The last section of the Final Act of the CSCE contains the following statement regarding its ineligibility for registration with the United Nations as an international agreement:
The Government of the Republic of Finland is requested to transmit to the Secretary-General of the United Nations the text of this Final Act, which is not eligible for registration under Article 102 of the Charter of the United Nations, with a view to its circulation to all the members of the Organization as an official document of the United Nations.
On July 18, 1975, the Journal No. 80/bis of the Coordinating Committee of the CSCE reported the intention of the Government of Finland, as depositary of the Final Act, to send a letter to the Secretary-General of the United Nations, reading in part as follows:
I have . . . been asked to request you, Mr. Secretary-General, to arrange for the circulation of this Final Act to Member States of the Organization as an official document of the United Nations, and to draw your attention to the fact that this Final Act is not eligible, in whole or in part, for registration with the Secretariat under Article 102 of the Charter of the United Nations, as would be the case were it a matter of a treaty or international agreement, under the aforesaid Article.

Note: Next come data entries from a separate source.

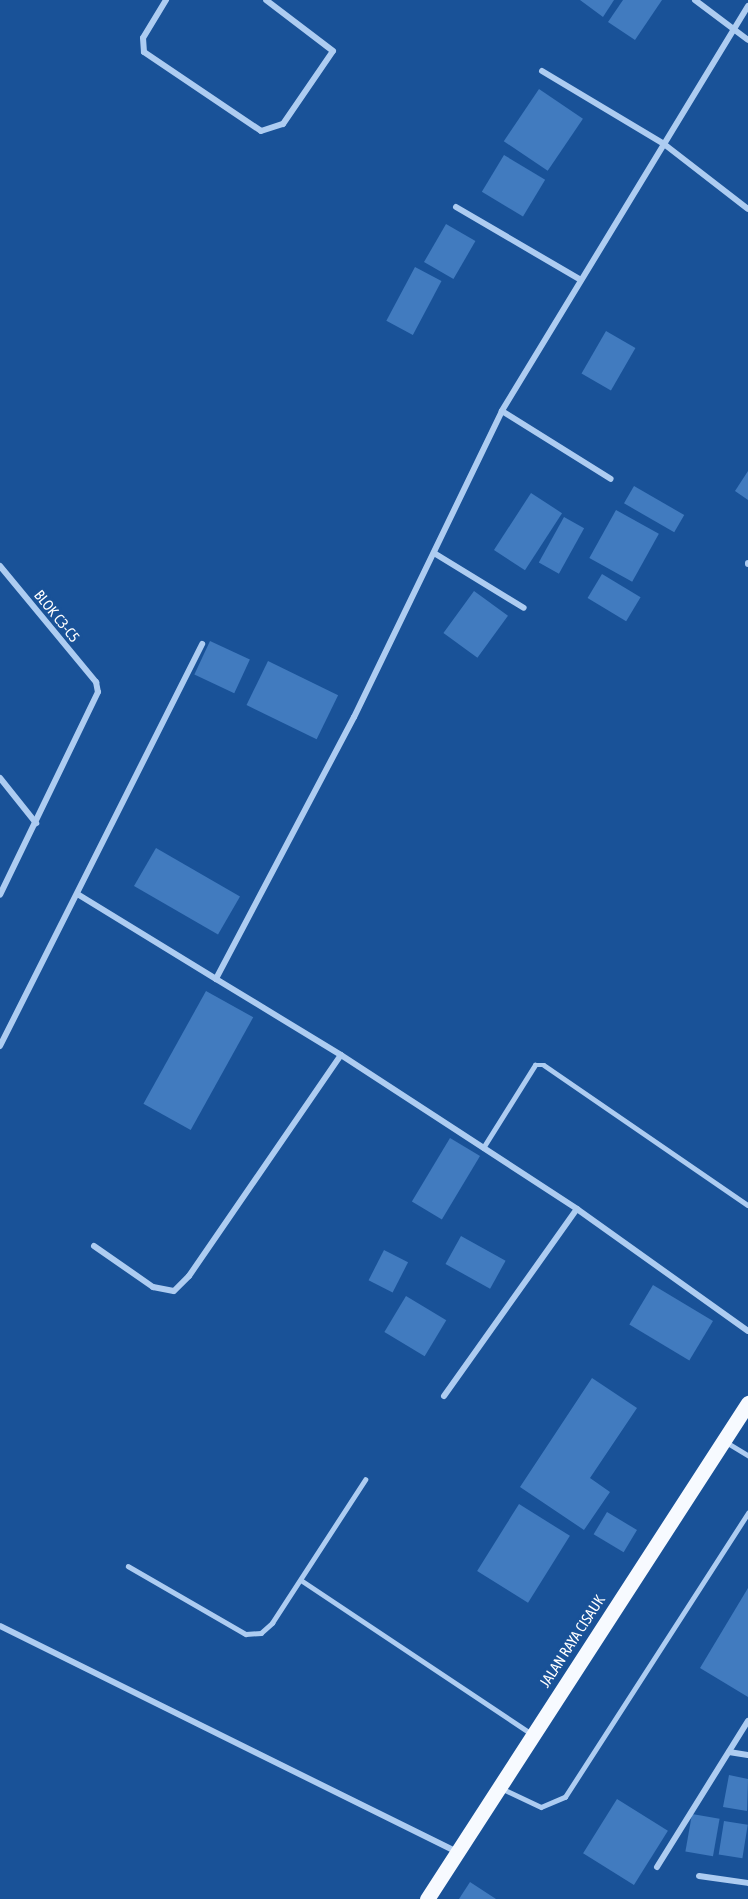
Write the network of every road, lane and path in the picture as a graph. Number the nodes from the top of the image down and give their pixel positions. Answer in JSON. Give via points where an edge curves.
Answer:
{"nodes":[{"id":1,"x":166,"y":0,"type":"edge"},
{"id":2,"x":266,"y":0,"type":"edge"},
{"id":3,"x":695,"y":0,"type":"edge"},
{"id":4,"x":748,"y":6,"type":"edge"},
{"id":5,"x":732,"y":30,"type":"junction"},
{"id":6,"x":748,"y":40,"type":"edge"},
{"id":7,"x":542,"y":71,"type":"dead end"},
{"id":8,"x":664,"y":144,"type":"junction"},
{"id":9,"x":456,"y":207,"type":"dead end"},
{"id":10,"x":748,"y":209,"type":"edge"},
{"id":11,"x":579,"y":279,"type":"junction"},
{"id":12,"x":502,"y":411,"type":"junction"},
{"id":13,"x":611,"y":479,"type":"dead end"},
{"id":14,"x":434,"y":553,"type":"junction"},
{"id":15,"x":0,"y":566,"type":"edge"},
{"id":16,"x":524,"y":608,"type":"dead end"},
{"id":17,"x":202,"y":644,"type":"dead end"},
{"id":18,"x":0,"y":778,"type":"edge"},
{"id":19,"x":36,"y":823,"type":"junction"},
{"id":20,"x":0,"y":895,"type":"edge"},
{"id":21,"x":80,"y":895,"type":"junction"},
{"id":22,"x":216,"y":979,"type":"junction"},
{"id":23,"x":0,"y":1046,"type":"edge"},
{"id":24,"x":341,"y":1055,"type":"junction"},
{"id":25,"x":483,"y":1148,"type":"junction"},
{"id":26,"x":748,"y":1205,"type":"edge"},
{"id":27,"x":577,"y":1209,"type":"junction"},
{"id":28,"x":94,"y":1246,"type":"dead end"},
{"id":29,"x":748,"y":1331,"type":"edge"},
{"id":30,"x":444,"y":1396,"type":"dead end"},
{"id":31,"x":748,"y":1403,"type":"edge"},
{"id":32,"x":723,"y":1441,"type":"junction"},
{"id":33,"x":748,"y":1455,"type":"edge"},
{"id":34,"x":365,"y":1480,"type":"dead end"},
{"id":35,"x":748,"y":1513,"type":"edge"},
{"id":36,"x":128,"y":1566,"type":"dead end"},
{"id":37,"x":301,"y":1580,"type":"junction"},
{"id":38,"x":0,"y":1626,"type":"edge"},
{"id":39,"x":748,"y":1721,"type":"edge"},
{"id":40,"x":533,"y":1735,"type":"junction"},
{"id":41,"x":729,"y":1752,"type":"junction"},
{"id":42,"x":748,"y":1755,"type":"edge"},
{"id":43,"x":501,"y":1788,"type":"junction"},
{"id":44,"x":457,"y":1852,"type":"junction"},
{"id":45,"x":657,"y":1867,"type":"dead end"},
{"id":46,"x":699,"y":1876,"type":"dead end"},
{"id":47,"x":748,"y":1883,"type":"edge"},
{"id":48,"x":427,"y":1899,"type":"edge"}],
"edges":[{"from":1,"to":2,"type":"street","via":[[143,38],[144,52],[261,131],[283,124],[333,51]]},
{"from":3,"to":5,"type":"street"},
{"from":4,"to":5,"type":"street"},
{"from":5,"to":6,"type":"street"},
{"from":5,"to":8,"type":"street"},
{"from":7,"to":8,"type":"street"},
{"from":8,"to":10,"type":"street"},
{"from":8,"to":11,"type":"street"},
{"from":9,"to":11,"type":"street"},
{"from":11,"to":12,"type":"street"},
{"from":12,"to":13,"type":"street"},
{"from":12,"to":14,"type":"street"},
{"from":14,"to":16,"type":"street"},
{"from":14,"to":22,"type":"street","via":[[354,717]]},
{"from":15,"to":19,"type":"street","name":"BLOK C3-C5","via":[[96,682],[96,702]]},
{"from":17,"to":21,"type":"street"},
{"from":18,"to":19,"type":"street"},
{"from":19,"to":20,"type":"street"},
{"from":21,"to":22,"type":"street"},
{"from":21,"to":23,"type":"street"},
{"from":22,"to":24,"type":"street"},
{"from":24,"to":25,"type":"street"},
{"from":24,"to":28,"type":"street","via":[[189,1276],[174,1291],[153,1287]]},
{"from":25,"to":26,"type":"lane","via":[[535,1065],[544,1065]]},
{"from":25,"to":27,"type":"street"},
{"from":27,"to":29,"type":"street"},
{"from":27,"to":30,"type":"street"},
{"from":31,"to":32,"type":"main road","name":"JALAN RAYA CISAUK"},
{"from":32,"to":33,"type":"lane"},
{"from":32,"to":40,"type":"main road","name":"JALAN RAYA CISAUK"},
{"from":34,"to":37,"type":"lane"},
{"from":35,"to":43,"type":"lane","via":[[565,1797],[541,1807]]},
{"from":36,"to":37,"type":"lane","via":[[246,1635],[261,1633],[272,1623]]},
{"from":37,"to":40,"type":"lane"},
{"from":38,"to":44,"type":"street"},
{"from":39,"to":41,"type":"street"},
{"from":40,"to":43,"type":"main road","name":"JALAN RAYA CISAUK"},
{"from":41,"to":42,"type":"street"},
{"from":41,"to":45,"type":"street"},
{"from":43,"to":44,"type":"main road","name":"JALAN RAYA CISAUK"},
{"from":44,"to":48,"type":"main road","name":"JALAN RAYA CISAUK"},
{"from":46,"to":47,"type":"street"}]}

For the full text of President Ford's statement of July 25, 1975, see Weekly Compilation of Presidential Documents, Vol. 11, No. 30, July 28, 1975, pp. 780–781. For the Final Act of the CSCE, see Dept. of State Bulletin, Vol. LXXIII, No. 1888, Sept. 1, 1975, pp. 323–350. For reference to various provisions of the Final Act, see index entries, this Digest, under Conference on Security and Cooperation in Europe (CSCE) (1975).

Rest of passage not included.